“The colonists of America are not like any other people,” said he. “Their fathers came to this land when it was a savage wilderness, tearing themselves from their homes, from civil surroundings; that they might be far from tyranny, in small forms as well as great. Not merely tyranny of king or church, but the shapes of it that Hamlet speaks of—’the oppressor’s wrong, the proud man’s contumely, the insolence of office.’ All for the sake of liberty, they battled with savages and with nature, fought and toiled, bled and starved. And Tyranny ignored them till they had transformed their land and themselves into something worth its attention. And then, backed and sustained by royal authority, those hated things stole in upon them—’the insolence of office, the proud man’s contumely, the oppressor’s wrong.’ This, lookye, besides the particular matter of taxation without representation; of being bid to obey laws they have no hand in making; of having a set of masters, three thousand miles away, and not one of their own land or their own choosing, order them to do thus and so:—why, ’twere the very soul and essence of slavery to submit! Man, how can you wonder I am of their side?”

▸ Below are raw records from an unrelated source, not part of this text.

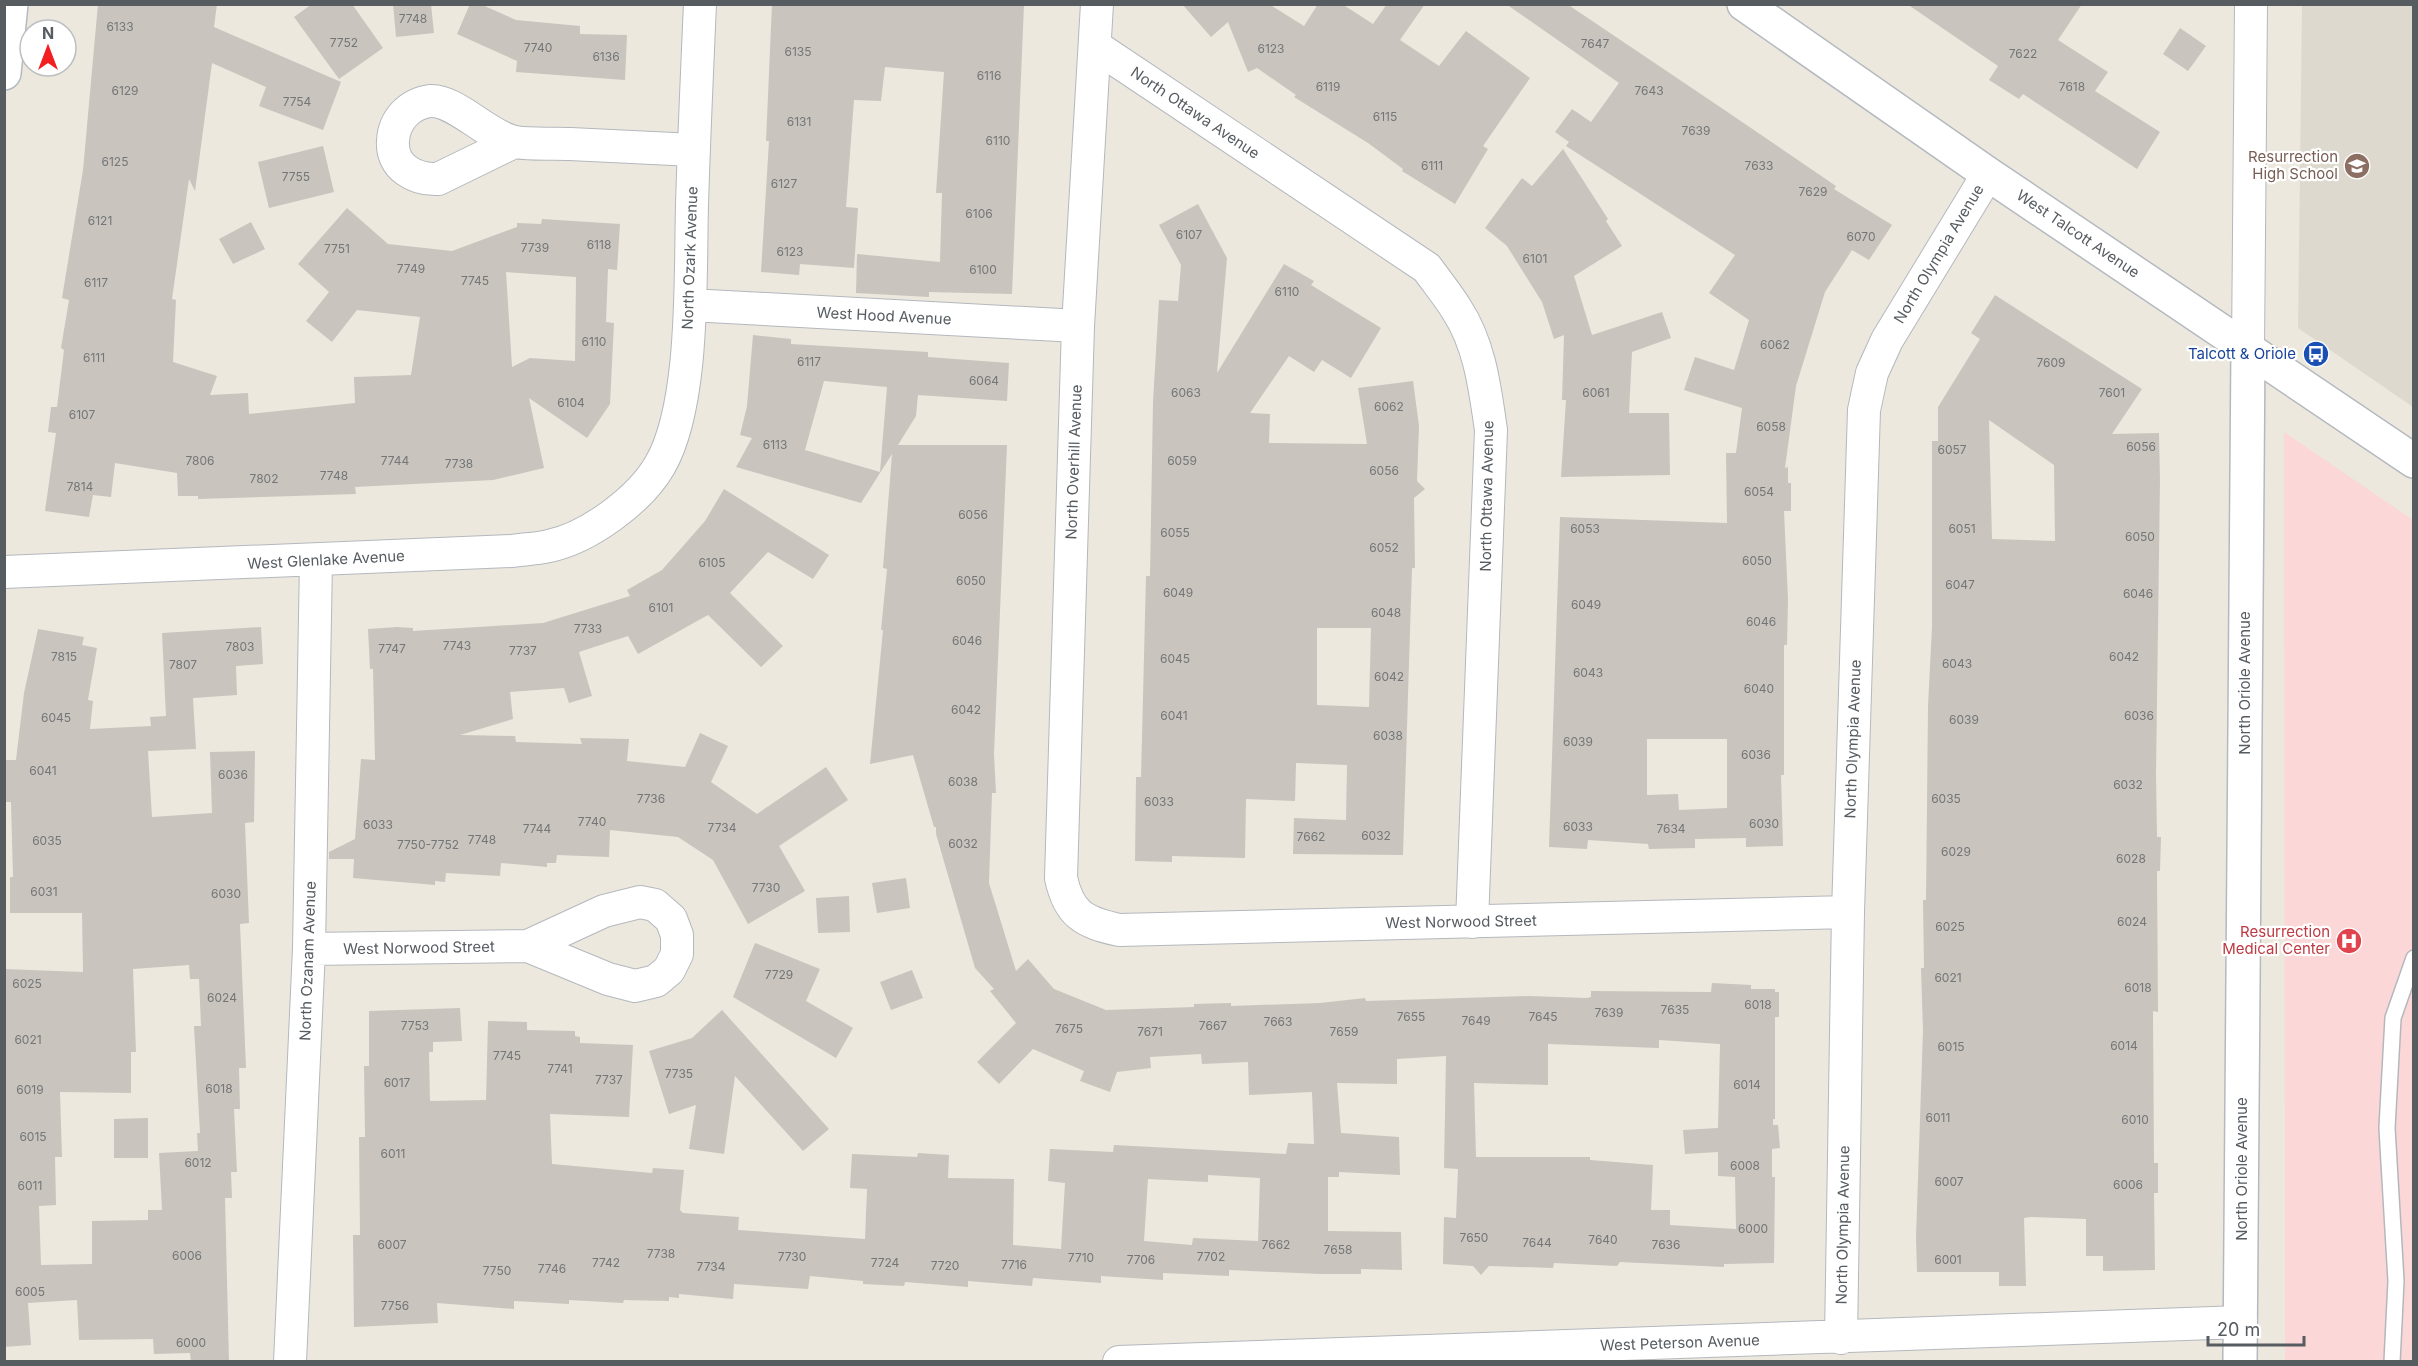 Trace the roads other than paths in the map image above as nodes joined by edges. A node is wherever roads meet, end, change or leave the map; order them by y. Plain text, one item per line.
1 (11, 4) edge
2 (700, 4) edge
3 (1096, 4) edge
4 (1744, 4) edge
5 (2251, 4) edge
6 (1095, 46) junction
7 (4, 74) edge
8 (514, 142) dead end
9 (694, 150) junction
10 (1988, 174) junction
11 (690, 305) junction
12 (1078, 326) junction
13 (2248, 349) junction
14 (2414, 461) edge
15 (633, 498) joint
16 (316, 561) junction
17 (4, 572) edge
18 (1848, 912) junction
19 (1078, 915) joint
20 (1472, 922) junction
21 (528, 946) dead end
22 (309, 949) junction
23 (2414, 958) edge
24 (2241, 1322) junction
25 (1841, 1338) junction
26 (1752, 1351) edge
27 (290, 1362) edge
28 (1119, 1362) edge
29 (2240, 1362) edge
30 (2392, 1362) edge

1 - 7 street
2 - 9 street, North Ozark Avenue
3 - 6 street, North Overhill Avenue
4 - 10 street, West Talcott Avenue
5 - 13 street, North Oriole Avenue
6 - 12 street, North Overhill Avenue
6 - 20 street, North Ottawa Avenue
8 - 9 street
9 - 11 street, North Ozark Avenue
10 - 13 street, West Talcott Avenue
10 - 18 street, North Olympia Avenue
11 - 12 street, West Hood Avenue
11 - 15 street, North Ozark Avenue
12 - 19 street, North Overhill Avenue
13 - 14 street, West Talcott Avenue
13 - 24 street, North Oriole Avenue
15 - 16 street, West Glenlake Avenue
16 - 17 street, West Glenlake Avenue
16 - 22 street, North Ozanam Avenue
18 - 20 street, West Norwood Street
18 - 25 street, North Olympia Avenue
19 - 20 street, West Norwood Street
21 - 22 street, West Norwood Street
22 - 27 street, North Ozanam Avenue
23 - 30 lane
24 - 25 street, West Peterson Avenue
24 - 29 street, North Oriole Avenue
25 - 26 street, West Peterson Avenue
26 - 28 street, West Peterson Avenue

“And with your taste for the things to be found only in the monarchies of Europe; for the arts, and the monuments of past history, the places hallowed by great events and great men!” said I, quoting remembered expressions of his own.
“Why,” says he, smiling a little regretfully, “we shall have our own arts and hallowed places some day; meanwhile one’s taste must defer to one’s heart and one’s intelligence.”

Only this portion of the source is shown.